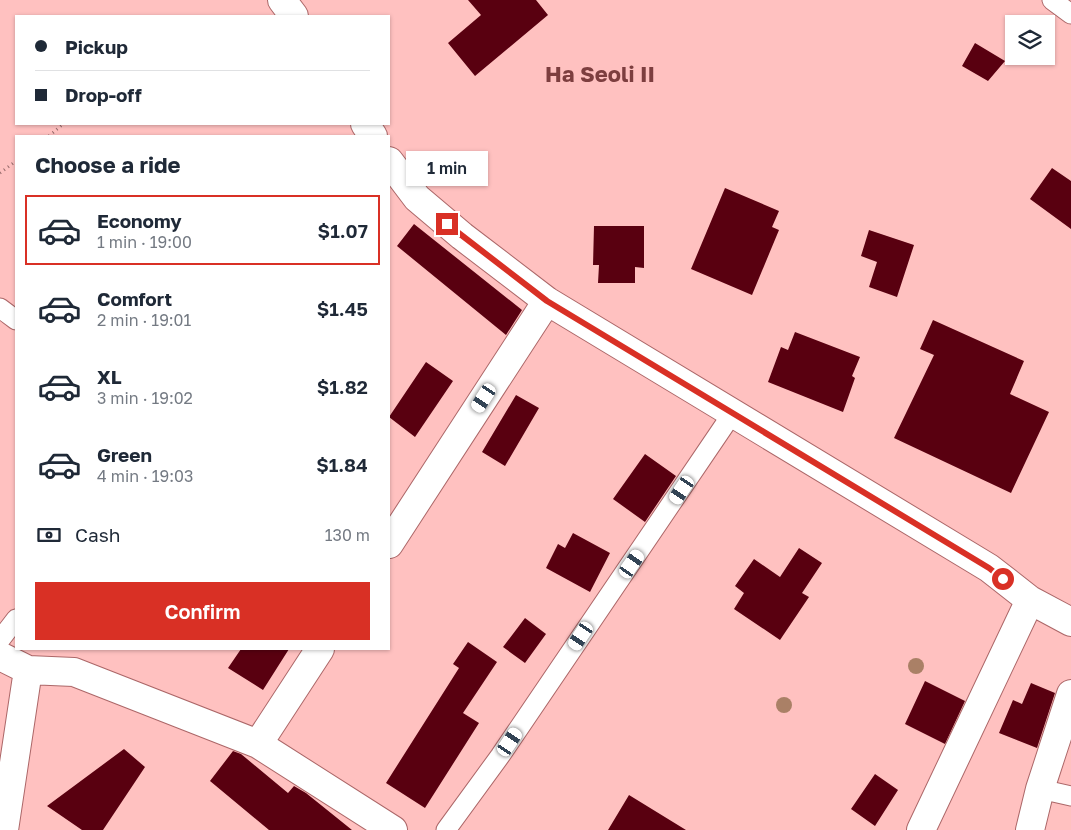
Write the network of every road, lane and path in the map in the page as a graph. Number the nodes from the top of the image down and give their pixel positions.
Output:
1 (282, 0) edge
2 (1052, 0) edge
3 (1071, 14) edge
4 (293, 15) edge
5 (63, 125) edge
6 (50, 135) edge
7 (15, 162) edge
8 (390, 162) edge
9 (0, 173) edge
10 (547, 301) junction
11 (0, 308) edge
12 (15, 319) edge
13 (732, 414) junction
14 (390, 542) edge
15 (1030, 600) junction
16 (15, 619) edge
17 (1071, 622) edge
18 (0, 640) edge
19 (319, 650) edge
20 (0, 656) edge
21 (28, 670) junction
22 (1071, 694) edge
23 (258, 744) junction
24 (1040, 788) junction
25 (1071, 796) edge
26 (4, 830) edge
27 (393, 830) edge
28 (446, 830) edge
29 (921, 830) edge
30 (1030, 830) edge

1 - 4 street
2 - 3 lane
5 - 6 path
7 - 9 path
8 - 10 street
10 - 13 street
10 - 14 street
11 - 12 lane
13 - 15 street
13 - 28 lane
15 - 17 street
15 - 29 street
16 - 18 lane
19 - 23 street
20 - 21 street
21 - 23 street
21 - 26 street
22 - 24 street
23 - 27 street
24 - 25 lane
24 - 30 street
****************
- Exercise -
Find the word "path" in the entries above. Copy every line that has it.

- Your solution -
Write the network of every road, lane and path in the map in the page as a graph. Number the nodes from the top of the image down and give their pixel positions.
5 - 6 path
7 - 9 path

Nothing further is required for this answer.